# What you need to do
Your answer should consist of the lines in the listing that hold "pixel".

# Information shown
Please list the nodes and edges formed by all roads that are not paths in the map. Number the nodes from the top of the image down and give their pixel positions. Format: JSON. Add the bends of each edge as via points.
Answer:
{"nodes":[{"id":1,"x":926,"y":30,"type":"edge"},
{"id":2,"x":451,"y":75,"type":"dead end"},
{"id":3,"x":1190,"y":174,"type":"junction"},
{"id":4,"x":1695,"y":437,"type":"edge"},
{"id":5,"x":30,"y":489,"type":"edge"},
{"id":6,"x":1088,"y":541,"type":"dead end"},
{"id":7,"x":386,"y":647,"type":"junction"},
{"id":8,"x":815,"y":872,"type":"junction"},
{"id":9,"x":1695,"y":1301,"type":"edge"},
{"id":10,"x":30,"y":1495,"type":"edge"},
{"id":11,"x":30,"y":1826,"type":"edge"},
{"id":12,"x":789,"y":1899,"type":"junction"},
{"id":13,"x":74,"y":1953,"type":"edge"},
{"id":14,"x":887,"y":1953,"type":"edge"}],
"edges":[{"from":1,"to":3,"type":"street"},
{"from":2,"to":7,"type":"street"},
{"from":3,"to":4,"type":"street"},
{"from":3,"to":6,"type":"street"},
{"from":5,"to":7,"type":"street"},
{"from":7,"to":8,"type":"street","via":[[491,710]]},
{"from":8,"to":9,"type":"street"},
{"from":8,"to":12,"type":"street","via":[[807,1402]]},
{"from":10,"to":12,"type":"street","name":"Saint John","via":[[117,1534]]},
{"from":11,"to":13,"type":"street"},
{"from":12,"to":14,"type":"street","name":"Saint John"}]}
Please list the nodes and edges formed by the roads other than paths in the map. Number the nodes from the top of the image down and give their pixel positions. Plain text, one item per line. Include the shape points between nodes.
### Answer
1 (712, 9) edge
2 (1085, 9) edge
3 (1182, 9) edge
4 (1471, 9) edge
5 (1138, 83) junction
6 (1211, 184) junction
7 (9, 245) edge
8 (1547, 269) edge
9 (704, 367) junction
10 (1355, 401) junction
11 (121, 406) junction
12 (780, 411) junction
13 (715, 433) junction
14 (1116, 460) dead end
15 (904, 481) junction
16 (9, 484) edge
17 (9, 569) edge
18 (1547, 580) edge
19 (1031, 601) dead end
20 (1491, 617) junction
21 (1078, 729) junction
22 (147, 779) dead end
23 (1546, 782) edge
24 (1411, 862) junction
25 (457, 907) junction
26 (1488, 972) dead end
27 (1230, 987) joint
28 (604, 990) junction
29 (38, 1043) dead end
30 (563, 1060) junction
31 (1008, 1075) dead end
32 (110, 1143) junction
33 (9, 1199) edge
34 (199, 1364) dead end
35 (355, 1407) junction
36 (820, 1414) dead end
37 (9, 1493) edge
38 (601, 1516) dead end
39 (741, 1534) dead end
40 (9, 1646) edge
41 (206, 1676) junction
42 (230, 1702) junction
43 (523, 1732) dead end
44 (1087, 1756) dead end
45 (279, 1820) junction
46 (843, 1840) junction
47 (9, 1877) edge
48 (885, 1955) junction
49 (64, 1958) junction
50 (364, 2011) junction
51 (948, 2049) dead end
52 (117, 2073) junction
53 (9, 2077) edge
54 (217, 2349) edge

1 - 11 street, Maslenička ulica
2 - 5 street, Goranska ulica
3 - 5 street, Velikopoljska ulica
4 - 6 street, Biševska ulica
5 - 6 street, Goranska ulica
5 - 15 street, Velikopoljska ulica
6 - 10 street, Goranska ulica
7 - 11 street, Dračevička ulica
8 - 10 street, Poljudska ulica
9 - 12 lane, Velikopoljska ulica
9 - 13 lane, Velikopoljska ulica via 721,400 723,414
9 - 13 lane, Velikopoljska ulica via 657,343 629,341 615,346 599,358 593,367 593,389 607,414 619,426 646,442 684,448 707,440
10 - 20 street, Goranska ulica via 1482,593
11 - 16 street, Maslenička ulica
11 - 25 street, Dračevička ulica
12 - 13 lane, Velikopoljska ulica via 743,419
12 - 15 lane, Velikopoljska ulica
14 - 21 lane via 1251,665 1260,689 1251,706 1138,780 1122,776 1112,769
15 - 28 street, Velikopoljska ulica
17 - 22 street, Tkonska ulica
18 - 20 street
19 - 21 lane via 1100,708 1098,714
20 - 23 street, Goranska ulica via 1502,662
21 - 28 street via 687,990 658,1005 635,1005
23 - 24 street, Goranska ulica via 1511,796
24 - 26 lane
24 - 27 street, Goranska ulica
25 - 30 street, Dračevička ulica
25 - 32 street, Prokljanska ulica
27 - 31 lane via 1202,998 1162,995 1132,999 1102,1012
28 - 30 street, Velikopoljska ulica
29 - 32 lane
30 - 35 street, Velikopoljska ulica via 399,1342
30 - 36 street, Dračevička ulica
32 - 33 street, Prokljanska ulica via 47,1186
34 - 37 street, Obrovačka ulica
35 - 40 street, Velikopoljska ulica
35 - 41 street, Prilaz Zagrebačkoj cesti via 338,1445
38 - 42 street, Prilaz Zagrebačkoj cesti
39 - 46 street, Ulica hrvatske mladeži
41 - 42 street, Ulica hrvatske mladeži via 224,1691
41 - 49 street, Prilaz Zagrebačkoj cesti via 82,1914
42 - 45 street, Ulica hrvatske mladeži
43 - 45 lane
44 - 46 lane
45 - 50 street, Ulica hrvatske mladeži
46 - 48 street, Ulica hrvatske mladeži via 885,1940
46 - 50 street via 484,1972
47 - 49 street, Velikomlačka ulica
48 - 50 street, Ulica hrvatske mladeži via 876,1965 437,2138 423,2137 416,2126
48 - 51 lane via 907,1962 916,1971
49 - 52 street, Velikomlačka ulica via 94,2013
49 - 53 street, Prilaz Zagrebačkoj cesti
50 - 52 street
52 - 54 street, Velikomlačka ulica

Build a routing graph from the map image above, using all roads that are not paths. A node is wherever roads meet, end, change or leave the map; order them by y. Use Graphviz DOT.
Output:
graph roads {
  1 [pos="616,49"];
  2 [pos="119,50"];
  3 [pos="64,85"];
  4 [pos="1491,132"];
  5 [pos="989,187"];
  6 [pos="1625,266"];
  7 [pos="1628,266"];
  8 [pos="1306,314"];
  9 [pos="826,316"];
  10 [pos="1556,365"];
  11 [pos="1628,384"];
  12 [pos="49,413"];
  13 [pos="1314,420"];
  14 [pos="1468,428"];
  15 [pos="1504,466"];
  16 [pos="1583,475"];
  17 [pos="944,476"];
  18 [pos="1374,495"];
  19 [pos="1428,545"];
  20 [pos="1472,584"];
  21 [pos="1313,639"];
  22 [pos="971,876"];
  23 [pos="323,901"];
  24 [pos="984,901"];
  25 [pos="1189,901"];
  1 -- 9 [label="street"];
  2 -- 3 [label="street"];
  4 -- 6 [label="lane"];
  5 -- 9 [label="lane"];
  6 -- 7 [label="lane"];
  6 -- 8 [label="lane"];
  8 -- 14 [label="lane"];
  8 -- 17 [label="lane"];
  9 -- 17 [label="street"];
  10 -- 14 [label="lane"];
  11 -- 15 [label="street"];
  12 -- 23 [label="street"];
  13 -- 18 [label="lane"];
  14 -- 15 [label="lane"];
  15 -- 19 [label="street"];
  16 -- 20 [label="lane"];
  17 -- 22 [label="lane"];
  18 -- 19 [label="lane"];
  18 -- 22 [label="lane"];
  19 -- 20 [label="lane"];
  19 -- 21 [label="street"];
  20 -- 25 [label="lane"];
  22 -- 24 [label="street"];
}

# Output of the exercise
Please list the nodes and edges formed by all roads that are not paths in the map. Number the nodes from the top of the image down and give their pixel positions. Format: JSON. Add the bends of each edge as via points.
Please list the nodes and edges formed by the roads other than paths in the map. Number the nodes from the top of the image down and give their pixel positions. Plain text, one item per line. Include the shape points between nodes.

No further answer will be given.